Opposition to political parties law won't hold up poll, CDC chief says
Opposition to the organic law on political parties will not lead to the next election being postponed, because a timeframe for enacting organic laws has been set down under the new Constitution, chief charter drafter Meechai Ruchupan said on Friday.
Meechai assured that any amendment of the political party law, now being studied by the National Legislative Assembly (NLA)’s law vetting committee, could still be done under the 240-day timeframe allocated.
He also expressed his view on the proposal for a “primary vote”, saying this needs to be considered along with the “timeframe” for the election of candidates from party branch members, to see if the timeframe given is feasible.
The primary voting system is back in the spotlight as the NLA committee considers it while vetting the law.
Under consideration at the moment, members at party branches can hold a meeting, with around 50-100 members attending, to select two representatives to present to the party’s MP candidates selection committee for approval.

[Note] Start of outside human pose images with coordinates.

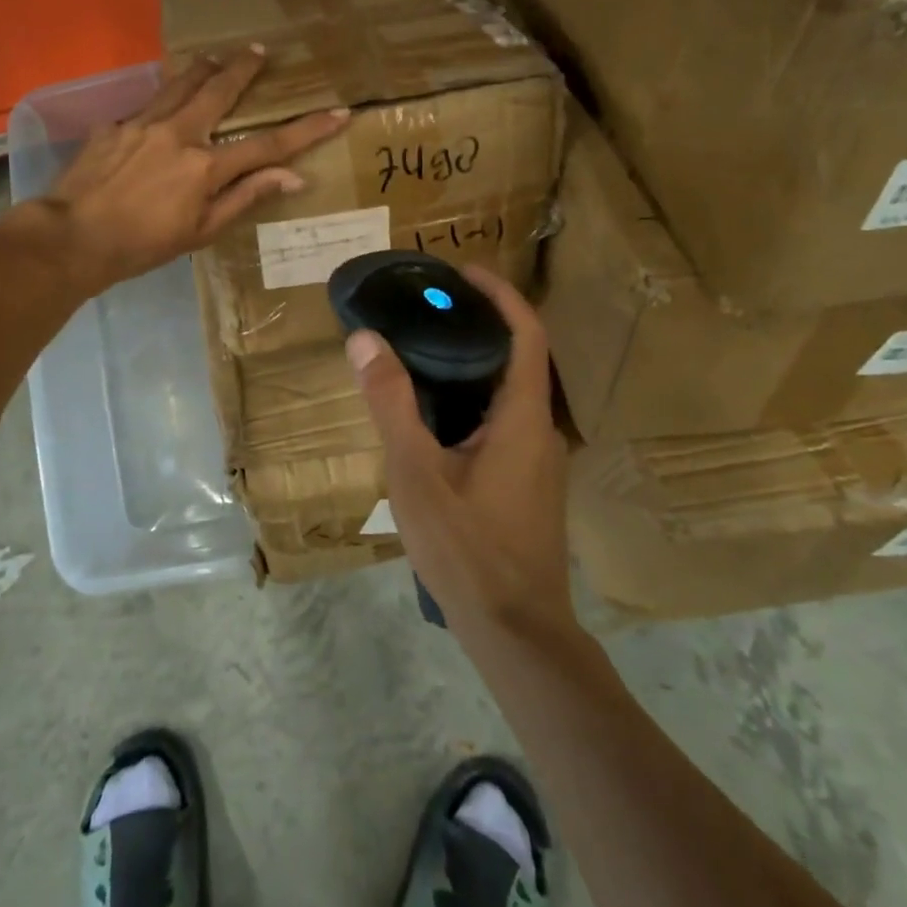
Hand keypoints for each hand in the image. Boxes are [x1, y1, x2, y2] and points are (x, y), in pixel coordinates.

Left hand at [38, 46, 347, 294]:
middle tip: (259, 50)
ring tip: (215, 58)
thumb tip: (292, 177)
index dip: (307, 129)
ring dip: (203, 68)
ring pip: (181, 83)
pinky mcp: (115, 124)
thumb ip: (246, 197)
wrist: (72, 237)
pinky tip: (161, 108)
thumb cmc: (143, 245)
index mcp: (206, 166)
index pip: (269, 144)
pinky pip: (148, 105)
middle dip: (245, 68)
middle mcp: (179, 133)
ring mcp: (143, 123)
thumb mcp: (202, 231)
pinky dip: (164, 101)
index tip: (338, 113)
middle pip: (221, 90)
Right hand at [347, 267, 573, 646]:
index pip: (526, 334)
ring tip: (422, 349)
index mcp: (524, 417)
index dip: (500, 294)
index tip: (462, 272)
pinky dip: (472, 398)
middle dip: (478, 324)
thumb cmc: (468, 549)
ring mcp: (537, 461)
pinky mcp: (526, 484)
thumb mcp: (416, 473)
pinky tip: (433, 414)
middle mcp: (541, 431)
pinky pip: (502, 421)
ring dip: (473, 363)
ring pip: (508, 393)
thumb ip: (391, 403)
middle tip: (426, 307)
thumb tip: (365, 338)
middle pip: (518, 358)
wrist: (516, 634)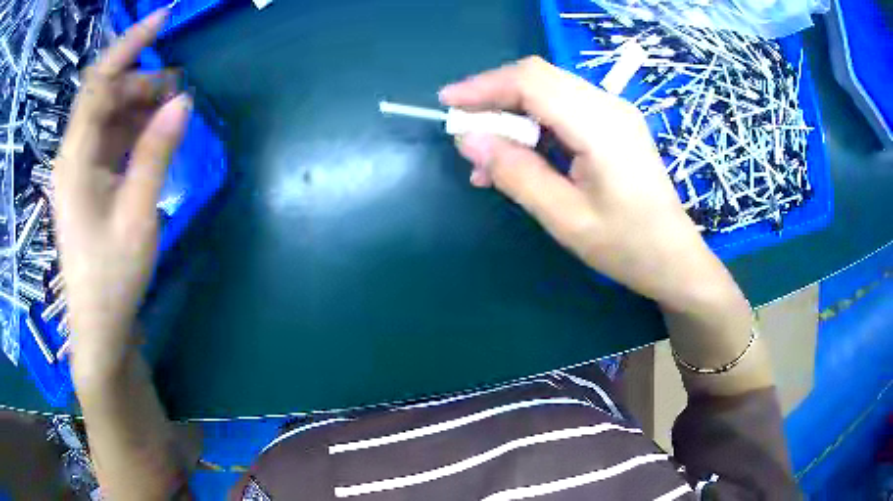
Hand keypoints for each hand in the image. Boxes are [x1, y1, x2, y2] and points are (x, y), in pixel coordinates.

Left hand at [53, 9, 190, 384]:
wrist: (100, 324)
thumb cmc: (113, 275)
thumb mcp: (138, 213)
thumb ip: (156, 153)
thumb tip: (182, 101)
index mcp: (75, 157)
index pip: (98, 82)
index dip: (129, 45)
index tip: (163, 19)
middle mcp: (73, 155)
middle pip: (104, 96)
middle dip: (140, 80)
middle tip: (178, 86)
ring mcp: (80, 169)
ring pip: (109, 116)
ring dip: (140, 104)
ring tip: (172, 106)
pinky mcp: (89, 182)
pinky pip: (111, 139)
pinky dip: (134, 128)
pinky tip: (155, 132)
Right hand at [440, 57, 733, 310]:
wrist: (674, 258)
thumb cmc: (627, 246)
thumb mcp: (566, 218)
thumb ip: (516, 173)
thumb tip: (469, 140)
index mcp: (601, 126)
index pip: (532, 82)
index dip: (484, 86)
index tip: (447, 103)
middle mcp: (609, 106)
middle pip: (539, 78)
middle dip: (494, 97)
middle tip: (466, 132)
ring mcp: (614, 112)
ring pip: (548, 91)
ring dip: (512, 113)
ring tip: (488, 159)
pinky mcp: (614, 124)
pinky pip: (564, 108)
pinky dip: (534, 124)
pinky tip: (520, 156)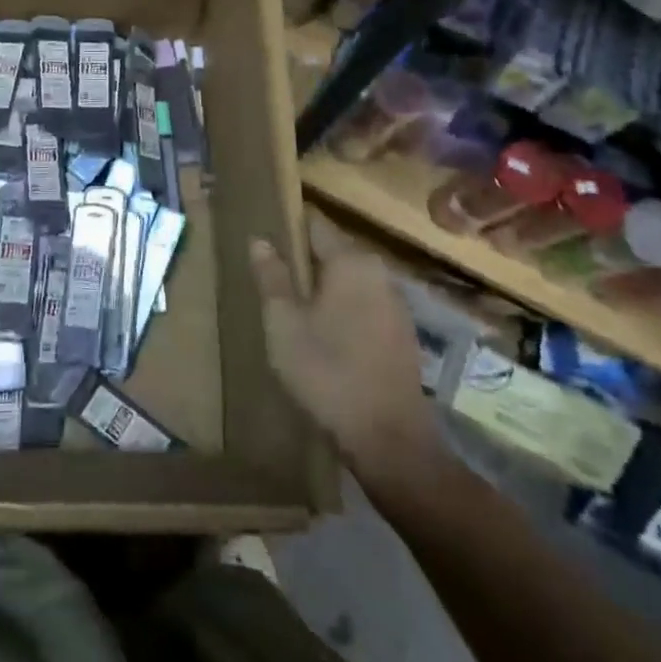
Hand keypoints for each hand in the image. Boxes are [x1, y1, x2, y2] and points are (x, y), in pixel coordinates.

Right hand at [250, 210, 453, 489]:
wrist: (389, 438)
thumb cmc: (328, 371)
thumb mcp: (284, 323)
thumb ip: (271, 276)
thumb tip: (259, 239)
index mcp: (351, 260)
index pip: (314, 222)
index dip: (287, 224)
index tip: (263, 234)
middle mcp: (379, 271)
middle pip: (333, 250)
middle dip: (303, 257)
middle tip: (270, 273)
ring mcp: (395, 302)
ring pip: (349, 279)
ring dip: (323, 285)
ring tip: (291, 302)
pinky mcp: (401, 332)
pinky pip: (363, 303)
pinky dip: (342, 307)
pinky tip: (323, 332)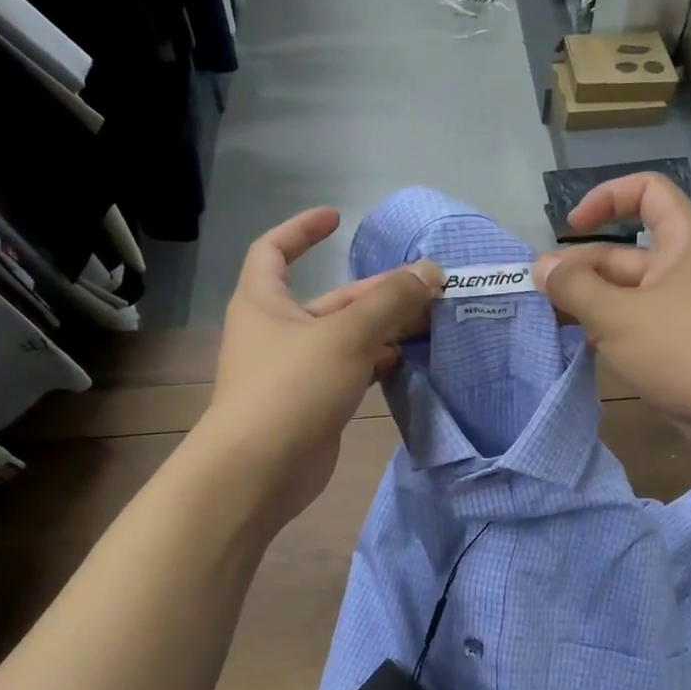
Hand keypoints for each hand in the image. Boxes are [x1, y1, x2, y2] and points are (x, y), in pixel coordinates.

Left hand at [202, 208, 440, 524]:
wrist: (260, 471)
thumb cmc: (292, 388)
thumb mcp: (345, 335)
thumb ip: (390, 301)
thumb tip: (431, 271)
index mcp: (264, 302)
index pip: (273, 249)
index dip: (302, 230)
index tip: (337, 218)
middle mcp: (276, 331)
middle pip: (330, 299)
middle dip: (375, 291)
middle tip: (425, 286)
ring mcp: (294, 371)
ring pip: (344, 337)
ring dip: (382, 328)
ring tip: (426, 321)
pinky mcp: (312, 403)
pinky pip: (348, 370)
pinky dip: (374, 362)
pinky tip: (404, 360)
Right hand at [533, 173, 690, 441]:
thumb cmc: (685, 347)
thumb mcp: (619, 314)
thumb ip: (575, 288)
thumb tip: (542, 268)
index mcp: (683, 239)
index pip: (646, 192)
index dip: (606, 199)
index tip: (571, 228)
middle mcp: (684, 265)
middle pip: (624, 251)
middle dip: (581, 266)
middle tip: (538, 290)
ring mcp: (682, 306)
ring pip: (625, 291)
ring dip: (588, 300)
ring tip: (548, 317)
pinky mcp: (678, 342)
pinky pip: (635, 322)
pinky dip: (607, 327)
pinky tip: (577, 343)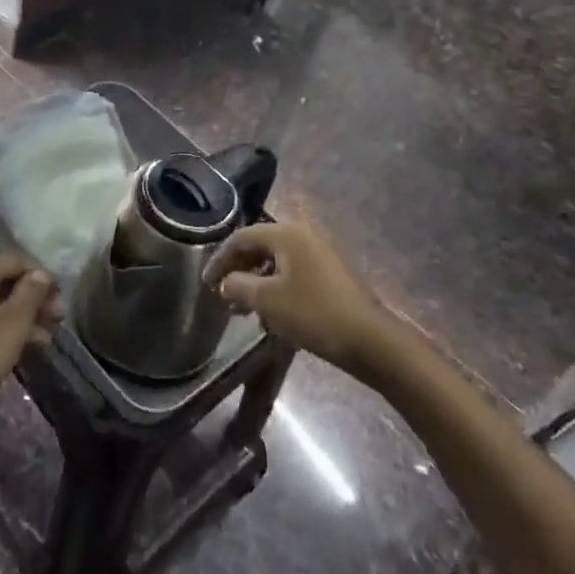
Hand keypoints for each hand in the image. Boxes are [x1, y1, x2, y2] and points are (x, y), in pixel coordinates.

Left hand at [0, 253, 61, 427]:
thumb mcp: (13, 323)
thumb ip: (31, 292)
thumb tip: (40, 274)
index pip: (15, 259)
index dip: (42, 275)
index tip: (61, 297)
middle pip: (3, 280)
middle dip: (33, 298)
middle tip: (57, 319)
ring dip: (20, 316)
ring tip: (44, 338)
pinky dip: (0, 327)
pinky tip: (17, 348)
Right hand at [204, 222, 398, 378]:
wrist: (368, 339)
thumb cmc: (312, 313)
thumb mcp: (266, 300)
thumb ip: (238, 285)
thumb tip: (225, 282)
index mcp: (286, 234)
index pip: (241, 238)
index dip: (219, 259)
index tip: (206, 284)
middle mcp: (302, 236)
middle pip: (259, 246)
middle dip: (238, 271)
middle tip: (223, 295)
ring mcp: (319, 254)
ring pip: (276, 262)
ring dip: (255, 282)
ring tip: (243, 309)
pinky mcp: (329, 274)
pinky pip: (292, 273)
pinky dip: (274, 288)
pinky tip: (270, 314)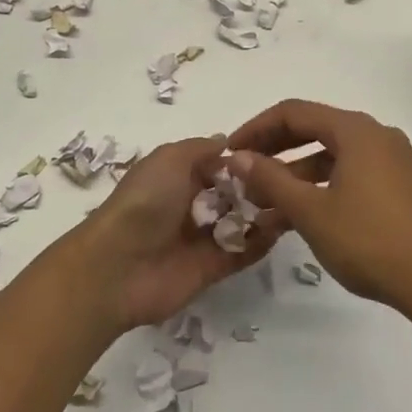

The lists would then be forwarded to party executives to endorse. If the executives do not choose the first and second representatives on the lists, they must explain why. A joint meeting between them and the MP candidates selection committee would then be held to propose appropriate candidates.
If that meeting fails to resolve the task, the process would go back to the party branches to select and propose appropriate candidates again.
For party-list MP candidates, the selection committee must come up with a list of no more than 150 candidates first. This would then be sent to the party branches to vote on 50 of the candidates.
A party leader, however, would be reserved as first candidate on a party’s list.